Il est 6 heures du matin, un vendredi de mai, dans le Pajottenland. Une contrée verdoyante et vallonnée aux portes de Bruxelles, où se confondent villas quatre façades et fermes d’époque. Le village de Pepingen est encore endormi. Mais, dans une petite fermette qui donne sur des champs et des serres, il y a déjà de la lumière.
« Deux bacs de koolrabi (chou-rave) pour Bees Coop ! » « Trois bacs de patatjes pour Barn ! Tu peux les mettre dans la camionnette. » Tijs Boelens, 33 ans, est déjà tout en affaire. Le natif de Gooik, en Brabant flamand, est un fermier passionné et un activiste du syndicat paysan Boerenforum, qui se bat contre l’agro-industrie. Si vous lisez la presse flamande, vous l’avez peut-être vu dans la bataille contre l’accaparement des terres par Colruyt – on y reviendra. Et celui qui porte les bacs de légumes, c’est moi. Thomas, 27 ans. Un gars de la ville qui a un peu trop idéalisé la ferme et le retour à la terre. Ce matin, j’ai les yeux endormis et le dos endolori. On est vendredi, jour de livraison des produits à Bruxelles, dans les coopératives et les magasins bio de la capitale. Mais revenons au début de l’histoire.
Le juste prix
De Groentelaar est née il y a onze ans. Pleins de rêves, Tijs, Sander, Lieve et Lies ont lancé le projet ensemble, entre amis. Leur idée, c’était de lancer une ferme bio, en coopérative, sur la terre où ils ont grandi. Seuls les deux premiers sont restés, et Anna, Lode, Kenny, Julien et Kaat ont rejoint la coopérative. Ils cultivent de tout : laitue, endive, chicorée, fenouil, courgette, poivron, fraise, rhubarbe, roquette, persil, radis… L’objectif est de chercher la diversité, notamment en travaillant avec des variétés anciennes et parfois oubliées. Bien sûr, ils n’utilisent jamais de pesticides. Et c’est même avec un cheval de trait qu’ils labourent les champs. Plus lent, mais étonnamment efficace, m’assure-t-on. Ainsi, on évite les grosses machines qui détruisent tout.
On est jeudi et, pour mon premier jour, je suis en retard. Après avoir zigzagué avec mon vélo entre les voitures, je suis arrivé sur le canal Bruxelles-Charleroi. À Hal, j’ai tourné à droite, et l’urbanisation a fait place à la verdure. Des champs, partout. Voici le Pajottenland, royaume des cyclistes et des fermiers. Il fait gris, un peu froid, et une corneille me défèque sur l’épaule. Top, la campagne.
9 h 30. J’arrive sur les lieux.

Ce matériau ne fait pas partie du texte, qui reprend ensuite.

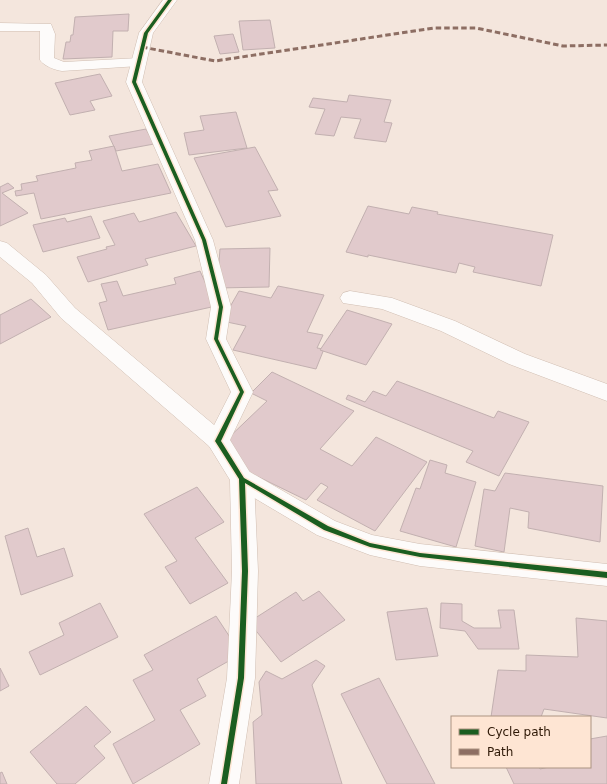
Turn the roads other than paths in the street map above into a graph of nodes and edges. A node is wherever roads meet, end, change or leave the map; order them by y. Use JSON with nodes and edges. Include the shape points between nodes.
{"nodes":[{"id":1,"x":170,"y":0,"type":"edge"},
{"id":2,"x":0,"y":27,"type":"edge"},
{"id":3,"x":139,"y":62,"type":"junction"},
{"id":4,"x":0,"y":247,"type":"edge"},
{"id":5,"x":350,"y":298,"type":"dead end"},
{"id":6,"x":607,"y":393,"type":"edge"},
{"id":7,"x":218,"y":441,"type":"junction"},
{"id":8,"x":242,"y":479,"type":"junction"},
{"id":9,"x":607,"y":575,"type":"edge"},
{"id":10,"x":224,"y":784,"type":"edge"}],
"edges":[{"from":1,"to":3,"type":"street","via":[[146,33]]},
{"from":2,"to":3,"type":"street","via":[[46,27],[47,60],[62,67]]},
{"from":3,"to":7,"type":"street","via":[[134,82],[204,240],[220,307],[216,339],[242,392]]},
{"from":4,"to":7,"type":"street","via":[[39,279],[68,313]]},
{"from":5,"to":6,"type":"street","via":[[385,303],[448,326],[517,359]]},
{"from":7,"to":8,"type":"street"},
{"from":8,"to":9,"type":"street","via":[[326,528],[370,545],[420,555]]},
{"from":8,"to":10,"type":"street","via":[[245,571],[241,678]]}]}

Pepingen. 4 500 habitants. Situé entre Hal, Tubize et Ninove. Une petite dizaine de jeunes et de moins jeunes sont déjà au travail. Parmi eux, des saisonniers, des bénévoles et l’équipe habituelle. « Tu veux bien peser 1 kilo de carottes par panier, puis 500 grammes de radis noir ? Il y a 134 paniers à faire. Quand t’as fini, tu peux faire la même chose avec la rhubarbe. » Ces paniers bio, ils les distribuent à un réseau de soutien. À 12 euros le petit panier de légumes et 18 euros le grand, est-ce vraiment accessible pour tout un chacun ? « Pour nous, ce n’est même pas assez », s’énerve Julien, avec qui je pèse les légumes. « Il y a une fausse perception qu’on est chers, à cause des supermarchés. Ça fait des années qu’on se paye 500 euros par mois et qu’on travaille comme des fous, on fait des journées de 10 heures », explique-t-il. « Si tu réfléchis à l’investissement qu’on met pour un chou-rave, par exemple, ce n’est vraiment pas cher, enchaîne Kaat. Il ne faut pas juger les choix que les gens font. Mais notre prix, c’est le juste prix. » D’accord, mais peut-on en vouloir à ceux qui voient les crises s’enchaîner de préférer le discount au bio ? « Au lieu de culpabiliser les clients, il faut changer le système, en donnant 50 ou 100 euros par mois pour le circuit court à tout le monde, par exemple, comme on le fait déjà avec les tickets-restaurant. »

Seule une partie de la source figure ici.